Following in the recent line of cases regarding claims for disgorgement of compensation paid to unlicensed contractors in California under California Business & Professions Code § 7031(b), the Ninth Circuit has addressed whether such judgments are dischargeable pursuant to Section 523(a)(2)(A) of the United States Bankruptcy Code.
In the Gomeshi v. Sabban case, the Ninth Circuit concluded that awards made pursuant to Cal. Bus. & Prof. Code § 7310(b) are dischargeable in bankruptcy because § 7310 is not premised on a finding of either fraud or actual harm. In Ghomeshi, Gomeshi hired Pacific Coast Creations ("Pacific"), to perform remodeling work at his home. Sabban held the majority interest in Pacific and was a signatory to the contracts for services. Sabban falsely represented that Pacific was a licensed contractor with the California Contractors State License Board. Ghomeshi paid $123,000 to Pacific for the remodeling services. Ghomeshi sued Sabban in state court for various causes of action, including violations of Cal. Bus. & Prof. Code § § 7160 and 7031(b). The court found that Ghomeshi was induced to sign the contract in reliance upon false and fraudulent representations made by Sabban.

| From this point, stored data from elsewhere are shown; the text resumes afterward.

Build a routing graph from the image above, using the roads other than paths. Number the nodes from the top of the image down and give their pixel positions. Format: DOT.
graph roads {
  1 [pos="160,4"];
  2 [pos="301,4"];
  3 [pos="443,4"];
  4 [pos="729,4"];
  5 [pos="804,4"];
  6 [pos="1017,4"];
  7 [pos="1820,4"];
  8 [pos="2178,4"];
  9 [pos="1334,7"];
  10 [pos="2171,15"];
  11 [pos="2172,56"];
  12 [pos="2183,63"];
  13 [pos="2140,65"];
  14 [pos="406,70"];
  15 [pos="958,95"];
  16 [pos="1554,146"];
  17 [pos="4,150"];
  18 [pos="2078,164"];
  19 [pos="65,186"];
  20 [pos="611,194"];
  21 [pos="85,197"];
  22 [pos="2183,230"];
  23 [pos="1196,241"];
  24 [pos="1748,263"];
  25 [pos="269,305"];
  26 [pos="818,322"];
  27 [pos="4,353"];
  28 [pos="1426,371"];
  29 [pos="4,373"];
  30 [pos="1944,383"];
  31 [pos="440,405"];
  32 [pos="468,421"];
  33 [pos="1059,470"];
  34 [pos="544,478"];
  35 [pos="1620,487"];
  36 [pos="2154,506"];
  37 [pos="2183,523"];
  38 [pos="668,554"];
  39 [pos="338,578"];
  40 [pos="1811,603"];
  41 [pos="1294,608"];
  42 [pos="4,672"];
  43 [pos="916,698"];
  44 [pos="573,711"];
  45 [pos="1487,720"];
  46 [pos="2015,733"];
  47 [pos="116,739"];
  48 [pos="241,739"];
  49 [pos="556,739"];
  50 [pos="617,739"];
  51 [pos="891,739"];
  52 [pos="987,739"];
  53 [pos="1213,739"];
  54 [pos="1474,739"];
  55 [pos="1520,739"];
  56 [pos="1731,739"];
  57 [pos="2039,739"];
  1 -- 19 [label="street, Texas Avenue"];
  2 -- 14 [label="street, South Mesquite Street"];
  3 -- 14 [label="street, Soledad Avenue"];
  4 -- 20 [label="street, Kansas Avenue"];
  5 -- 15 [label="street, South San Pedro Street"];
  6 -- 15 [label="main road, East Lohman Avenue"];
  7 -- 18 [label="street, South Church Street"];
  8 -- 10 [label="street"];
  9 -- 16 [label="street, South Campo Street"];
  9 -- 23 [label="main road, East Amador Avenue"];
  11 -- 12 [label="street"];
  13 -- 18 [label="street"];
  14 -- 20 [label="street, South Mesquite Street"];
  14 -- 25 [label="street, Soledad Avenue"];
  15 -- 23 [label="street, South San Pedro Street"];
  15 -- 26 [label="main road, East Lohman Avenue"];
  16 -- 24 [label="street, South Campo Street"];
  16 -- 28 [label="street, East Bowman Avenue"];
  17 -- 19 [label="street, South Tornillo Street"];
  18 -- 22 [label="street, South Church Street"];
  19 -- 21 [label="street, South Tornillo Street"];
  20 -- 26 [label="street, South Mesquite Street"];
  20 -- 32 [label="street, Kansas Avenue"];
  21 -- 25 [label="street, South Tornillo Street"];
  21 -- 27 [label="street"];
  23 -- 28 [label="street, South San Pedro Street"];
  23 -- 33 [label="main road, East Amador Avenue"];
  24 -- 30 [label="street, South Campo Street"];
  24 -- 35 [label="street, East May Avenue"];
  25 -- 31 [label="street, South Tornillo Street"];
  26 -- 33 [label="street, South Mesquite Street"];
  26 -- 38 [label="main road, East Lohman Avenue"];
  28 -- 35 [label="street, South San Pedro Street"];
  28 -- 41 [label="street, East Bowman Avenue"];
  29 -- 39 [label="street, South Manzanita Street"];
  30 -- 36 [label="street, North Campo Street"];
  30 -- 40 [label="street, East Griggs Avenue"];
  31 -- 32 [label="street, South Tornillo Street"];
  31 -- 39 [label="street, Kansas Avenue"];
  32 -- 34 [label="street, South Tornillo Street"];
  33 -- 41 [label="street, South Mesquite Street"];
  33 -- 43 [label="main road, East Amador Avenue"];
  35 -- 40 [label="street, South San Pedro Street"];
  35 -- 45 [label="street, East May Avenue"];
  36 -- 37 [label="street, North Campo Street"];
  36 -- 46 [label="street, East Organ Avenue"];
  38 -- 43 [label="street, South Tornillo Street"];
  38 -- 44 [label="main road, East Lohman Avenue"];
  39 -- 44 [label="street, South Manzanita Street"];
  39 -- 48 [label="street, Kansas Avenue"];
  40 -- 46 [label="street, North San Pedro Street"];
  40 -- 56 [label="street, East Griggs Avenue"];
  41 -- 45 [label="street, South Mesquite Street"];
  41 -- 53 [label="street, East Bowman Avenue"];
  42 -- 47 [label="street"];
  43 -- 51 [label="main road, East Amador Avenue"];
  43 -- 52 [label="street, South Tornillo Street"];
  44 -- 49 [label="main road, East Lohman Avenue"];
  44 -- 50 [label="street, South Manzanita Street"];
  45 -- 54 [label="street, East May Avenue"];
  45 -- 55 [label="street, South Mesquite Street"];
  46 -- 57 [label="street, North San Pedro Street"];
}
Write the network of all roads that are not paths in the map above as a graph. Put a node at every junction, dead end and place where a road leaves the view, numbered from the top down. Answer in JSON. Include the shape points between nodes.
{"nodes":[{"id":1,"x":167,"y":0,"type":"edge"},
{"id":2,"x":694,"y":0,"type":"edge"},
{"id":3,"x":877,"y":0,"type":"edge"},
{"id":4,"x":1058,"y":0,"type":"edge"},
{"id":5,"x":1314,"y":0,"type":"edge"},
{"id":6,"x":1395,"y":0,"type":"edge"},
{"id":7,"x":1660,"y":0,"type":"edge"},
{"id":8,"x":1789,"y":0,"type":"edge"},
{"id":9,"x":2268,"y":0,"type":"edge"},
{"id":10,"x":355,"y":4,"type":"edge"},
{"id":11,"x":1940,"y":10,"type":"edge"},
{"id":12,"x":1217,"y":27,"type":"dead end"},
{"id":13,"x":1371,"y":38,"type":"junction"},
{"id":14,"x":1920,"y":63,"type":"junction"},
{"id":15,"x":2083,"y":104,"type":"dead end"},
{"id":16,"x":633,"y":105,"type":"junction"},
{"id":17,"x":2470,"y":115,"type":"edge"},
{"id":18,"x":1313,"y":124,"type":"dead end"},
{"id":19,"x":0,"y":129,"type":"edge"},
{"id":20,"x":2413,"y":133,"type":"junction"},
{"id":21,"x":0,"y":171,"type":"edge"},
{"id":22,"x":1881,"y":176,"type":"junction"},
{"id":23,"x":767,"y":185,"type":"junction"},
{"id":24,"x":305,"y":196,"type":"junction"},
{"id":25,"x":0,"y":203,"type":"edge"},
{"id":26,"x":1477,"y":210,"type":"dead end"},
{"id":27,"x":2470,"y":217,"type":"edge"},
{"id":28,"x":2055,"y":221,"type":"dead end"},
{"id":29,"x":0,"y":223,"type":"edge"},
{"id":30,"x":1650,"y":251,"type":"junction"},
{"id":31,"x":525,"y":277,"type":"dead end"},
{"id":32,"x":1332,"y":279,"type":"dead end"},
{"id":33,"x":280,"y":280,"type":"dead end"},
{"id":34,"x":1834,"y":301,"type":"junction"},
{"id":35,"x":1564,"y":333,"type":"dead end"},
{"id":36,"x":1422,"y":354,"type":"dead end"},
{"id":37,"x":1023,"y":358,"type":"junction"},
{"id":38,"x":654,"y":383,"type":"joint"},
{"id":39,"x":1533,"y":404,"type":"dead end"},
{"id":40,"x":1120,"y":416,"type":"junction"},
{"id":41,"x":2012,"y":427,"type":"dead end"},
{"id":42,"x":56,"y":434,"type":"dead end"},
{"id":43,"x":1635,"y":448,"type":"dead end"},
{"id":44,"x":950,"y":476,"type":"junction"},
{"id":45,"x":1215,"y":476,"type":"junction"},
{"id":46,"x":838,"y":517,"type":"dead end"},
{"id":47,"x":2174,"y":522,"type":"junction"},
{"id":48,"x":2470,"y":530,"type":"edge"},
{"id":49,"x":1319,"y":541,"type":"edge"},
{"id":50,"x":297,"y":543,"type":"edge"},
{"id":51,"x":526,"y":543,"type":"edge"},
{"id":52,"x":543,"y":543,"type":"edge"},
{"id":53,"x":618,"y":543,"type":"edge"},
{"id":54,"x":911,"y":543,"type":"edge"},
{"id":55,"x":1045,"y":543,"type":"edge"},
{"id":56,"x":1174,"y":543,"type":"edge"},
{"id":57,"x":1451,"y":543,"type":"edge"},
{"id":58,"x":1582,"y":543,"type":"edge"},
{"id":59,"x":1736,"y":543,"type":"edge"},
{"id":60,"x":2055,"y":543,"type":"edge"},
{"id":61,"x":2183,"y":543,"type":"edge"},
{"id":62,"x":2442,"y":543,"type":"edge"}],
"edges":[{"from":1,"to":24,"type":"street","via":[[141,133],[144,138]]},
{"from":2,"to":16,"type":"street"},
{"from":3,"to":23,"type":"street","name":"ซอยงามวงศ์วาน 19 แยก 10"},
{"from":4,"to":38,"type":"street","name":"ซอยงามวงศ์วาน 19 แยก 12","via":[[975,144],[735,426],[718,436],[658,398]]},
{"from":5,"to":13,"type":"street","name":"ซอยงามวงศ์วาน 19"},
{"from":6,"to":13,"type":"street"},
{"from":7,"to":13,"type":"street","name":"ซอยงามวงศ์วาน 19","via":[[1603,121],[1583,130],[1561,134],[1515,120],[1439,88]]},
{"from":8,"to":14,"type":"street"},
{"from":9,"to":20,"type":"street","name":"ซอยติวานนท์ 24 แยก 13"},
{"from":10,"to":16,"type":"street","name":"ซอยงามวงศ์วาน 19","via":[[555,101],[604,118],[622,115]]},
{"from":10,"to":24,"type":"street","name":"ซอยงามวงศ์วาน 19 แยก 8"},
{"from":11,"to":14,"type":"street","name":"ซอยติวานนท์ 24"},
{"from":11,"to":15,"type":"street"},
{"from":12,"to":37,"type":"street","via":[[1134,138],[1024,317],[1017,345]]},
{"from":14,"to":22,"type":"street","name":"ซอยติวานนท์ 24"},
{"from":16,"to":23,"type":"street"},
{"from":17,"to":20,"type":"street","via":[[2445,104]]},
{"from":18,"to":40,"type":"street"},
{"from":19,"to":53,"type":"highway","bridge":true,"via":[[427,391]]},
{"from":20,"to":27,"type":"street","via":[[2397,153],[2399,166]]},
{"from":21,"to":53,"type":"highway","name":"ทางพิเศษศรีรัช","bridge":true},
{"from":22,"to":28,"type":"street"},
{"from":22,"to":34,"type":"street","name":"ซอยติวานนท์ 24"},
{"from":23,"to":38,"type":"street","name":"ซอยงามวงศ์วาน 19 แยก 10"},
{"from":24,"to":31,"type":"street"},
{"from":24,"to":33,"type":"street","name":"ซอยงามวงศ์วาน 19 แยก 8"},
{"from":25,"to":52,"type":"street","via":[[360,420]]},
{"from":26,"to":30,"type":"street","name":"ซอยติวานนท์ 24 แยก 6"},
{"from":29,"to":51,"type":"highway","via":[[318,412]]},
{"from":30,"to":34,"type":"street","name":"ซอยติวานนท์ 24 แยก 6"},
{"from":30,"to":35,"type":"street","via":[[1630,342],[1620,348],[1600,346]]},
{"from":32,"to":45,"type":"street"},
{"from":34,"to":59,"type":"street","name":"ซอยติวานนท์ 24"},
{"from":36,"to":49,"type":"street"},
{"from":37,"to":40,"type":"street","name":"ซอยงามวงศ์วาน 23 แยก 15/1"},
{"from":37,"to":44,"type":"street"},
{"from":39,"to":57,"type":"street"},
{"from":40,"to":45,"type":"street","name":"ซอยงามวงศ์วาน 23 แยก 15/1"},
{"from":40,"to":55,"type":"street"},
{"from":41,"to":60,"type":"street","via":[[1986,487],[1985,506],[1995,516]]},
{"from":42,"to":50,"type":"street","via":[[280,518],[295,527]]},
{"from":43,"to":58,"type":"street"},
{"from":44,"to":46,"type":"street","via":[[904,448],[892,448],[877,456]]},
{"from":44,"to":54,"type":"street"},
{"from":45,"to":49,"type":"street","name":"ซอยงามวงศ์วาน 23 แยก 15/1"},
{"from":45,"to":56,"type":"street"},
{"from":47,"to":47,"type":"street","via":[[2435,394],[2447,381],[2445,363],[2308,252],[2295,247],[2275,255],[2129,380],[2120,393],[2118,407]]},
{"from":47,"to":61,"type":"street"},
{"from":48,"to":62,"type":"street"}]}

Cal. Bus. & Prof. Code § 7160 provides a cause of action for individuals who were induced to contract for home improvements in reliance of fraudulent statements. If a party is successful on this claim, a $500 penalty may be recovered, as well as reasonable attorney's fees and any "damages sustained by him by reason of such statements or representations made by the contractor or solicitor." The state court awarded the $500 penalty and attorney's fees, however they declined to award damages as they concluded "[t]echnically there are no damages."
Cal. Bus. & Prof. Code § 7031(b) allows a party who has used the services of an unlicensed contractor to recover all amounts paid to the contractor. No showing of fraud of actual harm is required, just that the compensation was actually paid. Hydrotech Sys. Ltd. V. Oasis Waterpark (1991) 52 Cal. 3d 988, 995, 997-98. Pursuant to § 7031(b) the state court awarded Ghomeshi the amount he had paid to Sabban of $123,000.
Sabban subsequently filed for Chapter 7 bankruptcy protection. Ghomeshi filed an adversary action to determine the dischargeability of his judgment. The bankruptcy court found that the award under § 7160 was non-dischargeable, but that the award under § 7031(b) was dischargeable. Ghomeshi appealed this finding to the Bankruptcy Appellate Panel who affirmed the finding. Ghomeshi then appealed the BAP's holding to the Ninth Circuit.
The Ninth Circuit analyzed the basis for non-dischargement in addressing this issue. Section 523(a)(2)(A) of the Bankruptcy Code excepts from discharge any debt for money, property, services, or credit that was obtained by fraud. 11 U.S.C. § 523(a)(2)(A). In order to make a claim of non-dischargeability under this section, a creditor must demonstrate five elements:
(1) the debtor made?representations;
(2) that at the time he knew they were false;
(3) that he made them with the intention and purpose of deceiving the
(4) that the creditor relied on such representations; and
(5) that the creditor sustained the alleged loss and damage as the proximate
result of the misrepresentations having been made.
The court admitted that there was no question that Ghomeshi met the first four elements of this test. However, the court concluded that for purposes of the award of $123,000 pursuant to Cal. Bus. & Prof. Code § 7031(b), Ghomeshi could not show that any actual loss or damage occurred as a result of the misrepresentation. As the state court concluded, Ghomeshi had no actual damages as a result of the fraudulent statements by Sabban. The award of $123,000 was based solely on the language of § 7031(b) which requires only that compensation was paid to an unlicensed contractor. The court further justified its finding by noting that § 523(a)(2)(A) of the Bankruptcy Code deals only with debts based on actual fraud. While Cal. Bus. & Prof. Code § 7160 actually addresses the issue of fraud, § 7031(b) is not premised on the commission of fraud. It was this simple distinction in the language of the statutes themselves that led the court to conclude that an award made pursuant to § 7031(b) was dischargeable.
It is unknown what the practical result of this ruling will be. It would appear that unlicensed contractors may have a safeguard should an owner ever seek disgorgement of compensation paid pursuant to § 7031(b). However, this would not protect the contractor from penalty's and awards of attorney's fees under § 7160. For owners, this may tighten the loophole provided by § 7031(b) by which an owner can recover all monies it paid for services rendered should it learn that the contractor, at any time during the work, was unlicensed.